Accueil très réservé
pour M. Nétanyahou à Washington

Les désaccords persistent à propos des colonies,
sur lesquelles le premier ministre israélien reste inflexible

Aucune caméra n'était présente, lundi 9 novembre, pour filmer la poignée de main entre le président américain, Barack Obama, et le premier ministre israélien, Benyamin Nétanyahou, dans le bureau Ovale. Lors de leur première rencontre, le 18 mai, les deux hommes avaient passé plusieurs heures ensemble et partagé un déjeuner de travail. Une conférence de presse commune avait été organisée, mais elle avait surtout souligné leurs divergences. Quand Benyamin Nétanyahou disait « Iran », Barack Obama répondait « gel des colonies » de peuplement.

Six mois plus tard, le paysage a nettement changé. De lui-même, le porte-parole de la Maison Blanche, Robert Gibbs, a mentionné l'Iran parmi les sujets qui seraient abordés en priorité pendant l'entretien. Le communiqué publié par la Maison Blanche à l'issue de la rencontre est laconique. « Le président a fait part de la force de notre engagement à l'égard de la sécurité d'Israël », indique-t-il. Le texte ne fait pas mention du gel des colonies, même si, dans la journée, le porte-parole a démenti toute inflexion à ce sujet. « La politique du gouvernement des Etats-Unis, depuis des décennies, c'est la fin de la colonisation ; ce n'est pas une nouveauté de cette administration », a-t-il dit.

M. Nétanyahou se trouvait à Washington pour participer à la conférence des fédérations juives d'Amérique du Nord. Il y a tenu un discours des plus conciliants, appelant les Palestiniens à « saisir le moment historique » et à « commencer immédiatement les pourparlers ». « Assez de négociation sur la négociation, a-t-il lancé. Allons de l'avant. »

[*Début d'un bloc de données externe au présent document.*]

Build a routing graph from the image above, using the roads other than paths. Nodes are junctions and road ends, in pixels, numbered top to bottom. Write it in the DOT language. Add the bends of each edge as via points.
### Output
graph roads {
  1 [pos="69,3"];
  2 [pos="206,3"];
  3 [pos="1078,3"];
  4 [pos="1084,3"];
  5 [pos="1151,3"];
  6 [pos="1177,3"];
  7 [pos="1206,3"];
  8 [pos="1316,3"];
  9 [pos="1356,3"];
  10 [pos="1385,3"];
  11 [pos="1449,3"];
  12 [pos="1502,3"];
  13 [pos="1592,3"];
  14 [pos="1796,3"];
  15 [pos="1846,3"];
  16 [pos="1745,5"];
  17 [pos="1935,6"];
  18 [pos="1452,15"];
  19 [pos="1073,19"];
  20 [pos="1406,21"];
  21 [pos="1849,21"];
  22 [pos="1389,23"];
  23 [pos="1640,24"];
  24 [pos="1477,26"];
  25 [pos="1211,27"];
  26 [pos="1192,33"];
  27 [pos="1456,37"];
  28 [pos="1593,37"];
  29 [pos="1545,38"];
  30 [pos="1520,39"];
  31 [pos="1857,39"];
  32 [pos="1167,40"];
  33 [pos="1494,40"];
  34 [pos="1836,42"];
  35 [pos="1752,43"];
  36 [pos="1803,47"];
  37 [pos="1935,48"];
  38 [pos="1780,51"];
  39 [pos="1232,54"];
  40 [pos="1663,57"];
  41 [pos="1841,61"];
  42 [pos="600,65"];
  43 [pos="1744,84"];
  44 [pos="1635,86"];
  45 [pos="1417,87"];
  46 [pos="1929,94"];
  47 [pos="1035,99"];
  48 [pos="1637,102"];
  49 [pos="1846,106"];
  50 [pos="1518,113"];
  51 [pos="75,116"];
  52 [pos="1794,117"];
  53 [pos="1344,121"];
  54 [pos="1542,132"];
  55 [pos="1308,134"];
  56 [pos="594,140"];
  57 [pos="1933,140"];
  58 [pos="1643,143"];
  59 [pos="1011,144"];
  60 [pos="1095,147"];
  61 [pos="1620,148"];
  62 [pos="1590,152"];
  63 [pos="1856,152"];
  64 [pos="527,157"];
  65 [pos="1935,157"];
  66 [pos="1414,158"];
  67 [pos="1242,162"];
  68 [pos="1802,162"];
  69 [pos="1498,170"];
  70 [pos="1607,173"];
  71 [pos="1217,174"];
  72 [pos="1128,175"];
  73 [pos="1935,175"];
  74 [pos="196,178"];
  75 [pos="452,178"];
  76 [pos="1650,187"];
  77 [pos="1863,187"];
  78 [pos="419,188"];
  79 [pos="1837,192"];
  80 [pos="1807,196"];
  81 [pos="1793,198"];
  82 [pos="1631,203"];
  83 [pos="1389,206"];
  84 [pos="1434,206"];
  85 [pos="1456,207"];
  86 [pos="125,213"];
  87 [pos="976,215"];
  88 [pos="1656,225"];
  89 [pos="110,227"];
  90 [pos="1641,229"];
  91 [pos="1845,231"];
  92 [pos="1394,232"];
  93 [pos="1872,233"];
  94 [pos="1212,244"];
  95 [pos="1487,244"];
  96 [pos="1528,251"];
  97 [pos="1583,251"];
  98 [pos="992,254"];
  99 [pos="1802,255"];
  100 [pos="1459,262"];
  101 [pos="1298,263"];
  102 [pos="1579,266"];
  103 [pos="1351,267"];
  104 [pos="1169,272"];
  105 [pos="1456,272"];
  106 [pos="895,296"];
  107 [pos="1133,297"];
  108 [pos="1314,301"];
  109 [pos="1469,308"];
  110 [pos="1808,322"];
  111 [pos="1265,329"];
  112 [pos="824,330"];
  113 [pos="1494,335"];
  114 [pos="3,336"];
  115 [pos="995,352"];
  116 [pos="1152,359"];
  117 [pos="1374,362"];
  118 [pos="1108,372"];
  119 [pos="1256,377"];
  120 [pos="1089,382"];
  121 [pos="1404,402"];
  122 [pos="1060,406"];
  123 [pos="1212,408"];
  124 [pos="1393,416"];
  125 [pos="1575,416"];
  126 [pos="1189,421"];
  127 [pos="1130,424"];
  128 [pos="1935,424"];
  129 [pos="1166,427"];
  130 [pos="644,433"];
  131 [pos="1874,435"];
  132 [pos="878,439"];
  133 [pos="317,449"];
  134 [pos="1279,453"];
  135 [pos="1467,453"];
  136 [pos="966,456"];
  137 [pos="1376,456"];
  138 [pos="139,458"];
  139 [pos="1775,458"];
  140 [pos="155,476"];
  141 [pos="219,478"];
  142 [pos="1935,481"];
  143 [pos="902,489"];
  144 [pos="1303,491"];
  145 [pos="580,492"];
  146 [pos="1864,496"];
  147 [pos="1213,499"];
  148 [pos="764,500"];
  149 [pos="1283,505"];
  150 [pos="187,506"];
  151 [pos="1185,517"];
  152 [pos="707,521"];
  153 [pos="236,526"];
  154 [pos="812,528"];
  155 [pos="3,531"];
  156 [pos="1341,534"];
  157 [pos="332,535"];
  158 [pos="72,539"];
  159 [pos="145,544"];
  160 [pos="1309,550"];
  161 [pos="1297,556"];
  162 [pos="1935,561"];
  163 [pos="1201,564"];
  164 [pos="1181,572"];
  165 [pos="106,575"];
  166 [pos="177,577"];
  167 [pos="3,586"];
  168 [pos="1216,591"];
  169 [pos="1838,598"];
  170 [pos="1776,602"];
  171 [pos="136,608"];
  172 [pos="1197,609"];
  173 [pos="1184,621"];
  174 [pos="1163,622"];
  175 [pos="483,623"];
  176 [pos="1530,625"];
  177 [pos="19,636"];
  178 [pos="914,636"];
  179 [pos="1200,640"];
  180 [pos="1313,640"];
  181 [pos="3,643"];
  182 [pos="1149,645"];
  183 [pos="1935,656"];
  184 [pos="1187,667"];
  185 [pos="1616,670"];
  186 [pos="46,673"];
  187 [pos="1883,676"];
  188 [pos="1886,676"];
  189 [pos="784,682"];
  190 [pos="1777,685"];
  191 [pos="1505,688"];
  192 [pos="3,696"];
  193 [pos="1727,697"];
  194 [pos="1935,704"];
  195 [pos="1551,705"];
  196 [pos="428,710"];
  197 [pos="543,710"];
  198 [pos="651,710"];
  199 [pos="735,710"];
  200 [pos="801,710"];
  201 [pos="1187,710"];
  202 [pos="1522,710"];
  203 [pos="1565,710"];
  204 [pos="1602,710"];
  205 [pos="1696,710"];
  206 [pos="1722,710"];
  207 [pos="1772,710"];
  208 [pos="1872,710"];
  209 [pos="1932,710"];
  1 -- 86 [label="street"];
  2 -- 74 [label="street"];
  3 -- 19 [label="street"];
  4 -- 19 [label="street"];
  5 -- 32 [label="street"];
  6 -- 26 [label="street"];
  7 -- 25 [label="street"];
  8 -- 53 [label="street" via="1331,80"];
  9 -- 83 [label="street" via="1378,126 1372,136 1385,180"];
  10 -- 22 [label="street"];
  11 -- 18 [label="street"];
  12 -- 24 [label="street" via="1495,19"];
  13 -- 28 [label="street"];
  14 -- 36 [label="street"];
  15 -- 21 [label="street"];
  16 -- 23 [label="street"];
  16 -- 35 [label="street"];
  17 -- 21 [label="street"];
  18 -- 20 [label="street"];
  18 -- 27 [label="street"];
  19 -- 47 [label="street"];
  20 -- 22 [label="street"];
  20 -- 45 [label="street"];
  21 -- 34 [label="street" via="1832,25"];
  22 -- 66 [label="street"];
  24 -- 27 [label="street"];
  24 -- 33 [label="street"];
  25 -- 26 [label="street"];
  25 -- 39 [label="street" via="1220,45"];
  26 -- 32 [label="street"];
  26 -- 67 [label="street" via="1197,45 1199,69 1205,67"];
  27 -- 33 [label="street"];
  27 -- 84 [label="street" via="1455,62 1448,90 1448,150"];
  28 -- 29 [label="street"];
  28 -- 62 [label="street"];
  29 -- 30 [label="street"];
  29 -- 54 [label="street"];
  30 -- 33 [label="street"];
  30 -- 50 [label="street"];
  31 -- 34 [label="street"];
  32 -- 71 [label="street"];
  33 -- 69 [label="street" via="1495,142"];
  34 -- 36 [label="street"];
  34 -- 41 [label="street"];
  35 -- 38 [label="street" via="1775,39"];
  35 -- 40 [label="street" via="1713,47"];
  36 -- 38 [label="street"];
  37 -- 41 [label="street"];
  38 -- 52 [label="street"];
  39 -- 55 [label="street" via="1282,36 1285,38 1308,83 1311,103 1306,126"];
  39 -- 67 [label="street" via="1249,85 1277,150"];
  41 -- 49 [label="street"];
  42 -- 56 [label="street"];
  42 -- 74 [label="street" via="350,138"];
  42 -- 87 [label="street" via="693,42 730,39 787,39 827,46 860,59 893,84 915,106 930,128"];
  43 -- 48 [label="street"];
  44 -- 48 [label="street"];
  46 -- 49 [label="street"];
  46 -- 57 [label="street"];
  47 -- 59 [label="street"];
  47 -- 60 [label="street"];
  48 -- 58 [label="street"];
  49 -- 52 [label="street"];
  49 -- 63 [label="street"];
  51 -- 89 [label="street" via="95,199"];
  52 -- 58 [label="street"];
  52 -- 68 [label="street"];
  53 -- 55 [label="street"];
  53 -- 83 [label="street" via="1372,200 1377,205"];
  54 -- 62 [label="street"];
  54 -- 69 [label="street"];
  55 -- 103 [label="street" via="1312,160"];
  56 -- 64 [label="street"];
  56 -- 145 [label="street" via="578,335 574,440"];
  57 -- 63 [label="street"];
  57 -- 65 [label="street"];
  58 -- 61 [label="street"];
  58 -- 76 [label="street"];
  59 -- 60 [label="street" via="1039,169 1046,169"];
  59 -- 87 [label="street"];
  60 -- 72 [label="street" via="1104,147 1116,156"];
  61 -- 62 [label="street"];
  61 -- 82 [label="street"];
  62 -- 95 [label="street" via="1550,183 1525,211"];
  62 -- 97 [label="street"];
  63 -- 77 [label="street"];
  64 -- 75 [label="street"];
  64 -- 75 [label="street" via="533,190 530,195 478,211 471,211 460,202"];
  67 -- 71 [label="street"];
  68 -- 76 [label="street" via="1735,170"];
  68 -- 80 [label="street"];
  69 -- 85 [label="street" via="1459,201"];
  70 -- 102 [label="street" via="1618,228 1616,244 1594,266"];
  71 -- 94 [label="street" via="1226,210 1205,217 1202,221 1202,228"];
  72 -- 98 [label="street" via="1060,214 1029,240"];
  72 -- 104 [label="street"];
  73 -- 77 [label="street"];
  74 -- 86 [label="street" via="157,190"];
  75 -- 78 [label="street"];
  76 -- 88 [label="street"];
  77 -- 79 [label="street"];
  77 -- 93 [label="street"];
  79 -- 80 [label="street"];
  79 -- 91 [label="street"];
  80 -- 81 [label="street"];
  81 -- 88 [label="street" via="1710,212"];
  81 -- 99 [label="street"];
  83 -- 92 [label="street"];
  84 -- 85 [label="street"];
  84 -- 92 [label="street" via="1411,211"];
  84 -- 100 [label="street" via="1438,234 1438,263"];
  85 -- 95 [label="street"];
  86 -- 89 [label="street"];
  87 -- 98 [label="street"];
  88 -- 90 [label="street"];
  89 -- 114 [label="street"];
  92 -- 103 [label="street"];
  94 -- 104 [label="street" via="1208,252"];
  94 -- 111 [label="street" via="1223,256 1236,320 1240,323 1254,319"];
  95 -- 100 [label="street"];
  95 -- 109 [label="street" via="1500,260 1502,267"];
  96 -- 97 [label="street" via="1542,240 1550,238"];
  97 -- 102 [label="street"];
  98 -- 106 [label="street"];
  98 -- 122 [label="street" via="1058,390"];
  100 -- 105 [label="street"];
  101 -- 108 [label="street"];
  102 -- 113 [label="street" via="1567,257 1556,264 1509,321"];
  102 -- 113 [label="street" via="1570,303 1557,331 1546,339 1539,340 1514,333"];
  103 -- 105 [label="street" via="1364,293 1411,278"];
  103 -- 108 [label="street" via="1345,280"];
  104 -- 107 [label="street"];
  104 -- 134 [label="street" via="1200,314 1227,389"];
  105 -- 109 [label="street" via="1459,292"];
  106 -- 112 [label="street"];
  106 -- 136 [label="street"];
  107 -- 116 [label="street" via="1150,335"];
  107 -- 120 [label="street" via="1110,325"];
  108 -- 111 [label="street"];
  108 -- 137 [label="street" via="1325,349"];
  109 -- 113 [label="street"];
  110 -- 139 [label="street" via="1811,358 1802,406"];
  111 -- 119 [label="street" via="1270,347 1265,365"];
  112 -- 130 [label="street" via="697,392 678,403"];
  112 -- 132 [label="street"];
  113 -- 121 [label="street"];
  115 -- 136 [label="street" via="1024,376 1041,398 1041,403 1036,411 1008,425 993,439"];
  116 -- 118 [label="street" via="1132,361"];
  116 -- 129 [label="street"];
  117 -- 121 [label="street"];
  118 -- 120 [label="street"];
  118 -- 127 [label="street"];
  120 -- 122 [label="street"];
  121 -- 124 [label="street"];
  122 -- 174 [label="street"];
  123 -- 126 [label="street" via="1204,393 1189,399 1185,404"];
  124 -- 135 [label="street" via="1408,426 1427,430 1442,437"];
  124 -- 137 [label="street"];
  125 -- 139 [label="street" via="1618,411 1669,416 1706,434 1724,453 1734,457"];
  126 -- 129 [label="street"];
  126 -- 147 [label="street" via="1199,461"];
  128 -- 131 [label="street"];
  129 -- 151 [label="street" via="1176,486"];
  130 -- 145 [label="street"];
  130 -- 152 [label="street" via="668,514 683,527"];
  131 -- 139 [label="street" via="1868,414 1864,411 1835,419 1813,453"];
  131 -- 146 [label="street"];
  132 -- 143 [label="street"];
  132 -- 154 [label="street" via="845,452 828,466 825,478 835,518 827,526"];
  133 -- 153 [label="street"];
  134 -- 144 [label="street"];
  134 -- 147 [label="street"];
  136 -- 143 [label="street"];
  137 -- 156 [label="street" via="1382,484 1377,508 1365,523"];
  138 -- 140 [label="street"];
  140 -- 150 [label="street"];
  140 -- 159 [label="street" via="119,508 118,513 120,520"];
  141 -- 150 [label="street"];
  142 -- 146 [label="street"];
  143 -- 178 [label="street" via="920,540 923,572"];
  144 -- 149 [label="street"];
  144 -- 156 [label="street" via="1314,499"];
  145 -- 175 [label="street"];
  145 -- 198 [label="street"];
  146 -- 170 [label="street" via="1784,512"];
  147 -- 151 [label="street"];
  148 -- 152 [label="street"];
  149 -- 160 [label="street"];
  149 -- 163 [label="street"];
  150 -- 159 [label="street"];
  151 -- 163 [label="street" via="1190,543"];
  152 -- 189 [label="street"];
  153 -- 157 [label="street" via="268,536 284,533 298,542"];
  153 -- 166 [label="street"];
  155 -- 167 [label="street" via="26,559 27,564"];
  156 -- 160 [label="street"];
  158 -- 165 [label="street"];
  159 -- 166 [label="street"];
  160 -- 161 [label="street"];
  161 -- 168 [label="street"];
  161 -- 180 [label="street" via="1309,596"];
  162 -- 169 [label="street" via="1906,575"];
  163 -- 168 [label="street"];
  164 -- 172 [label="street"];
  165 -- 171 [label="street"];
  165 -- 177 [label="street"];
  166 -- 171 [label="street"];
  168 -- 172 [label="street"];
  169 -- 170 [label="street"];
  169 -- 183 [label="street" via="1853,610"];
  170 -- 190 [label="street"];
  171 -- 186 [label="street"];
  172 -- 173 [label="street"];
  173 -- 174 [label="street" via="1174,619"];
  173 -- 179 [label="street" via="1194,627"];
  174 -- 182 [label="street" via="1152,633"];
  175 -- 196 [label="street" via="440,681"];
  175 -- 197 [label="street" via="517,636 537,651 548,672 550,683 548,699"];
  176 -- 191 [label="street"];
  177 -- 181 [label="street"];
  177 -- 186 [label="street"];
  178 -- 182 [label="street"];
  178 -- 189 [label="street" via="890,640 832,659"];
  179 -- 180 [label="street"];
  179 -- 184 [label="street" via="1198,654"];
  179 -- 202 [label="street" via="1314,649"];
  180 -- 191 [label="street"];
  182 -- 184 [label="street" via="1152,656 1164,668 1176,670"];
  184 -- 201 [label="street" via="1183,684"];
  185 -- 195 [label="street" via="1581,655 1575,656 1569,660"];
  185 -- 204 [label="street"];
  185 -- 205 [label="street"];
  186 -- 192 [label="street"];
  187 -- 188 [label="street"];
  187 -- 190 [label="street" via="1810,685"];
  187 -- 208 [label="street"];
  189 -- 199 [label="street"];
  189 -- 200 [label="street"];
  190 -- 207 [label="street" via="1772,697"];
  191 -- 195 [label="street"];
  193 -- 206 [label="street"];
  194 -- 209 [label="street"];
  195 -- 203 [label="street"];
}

L'entretien avec M. Obama n'a été annoncé qu'après son arrivée dans la capitale fédérale. Il avait été fixé à 19 heures, mais M. Gibbs a assuré qu'il ne fallait pas voir, dans l'heure tardive et l'absence de publicité, le signe que le président américain battait froid à l'homme qui a opposé une fin de non-recevoir à ses demandes. Il se trouve simplement que Barack Obama est débordé et qu'il a ses priorités, a-t-il dit

Mais il est désormais de notoriété publique que les deux dirigeants ont une relation difficile. L'équipe Obama reproche au premier ministre israélien d'avoir, par son attitude, « porté atteinte au crédit » du président américain dans le monde arabe, analyse Steve Clemons, de la New America Foundation.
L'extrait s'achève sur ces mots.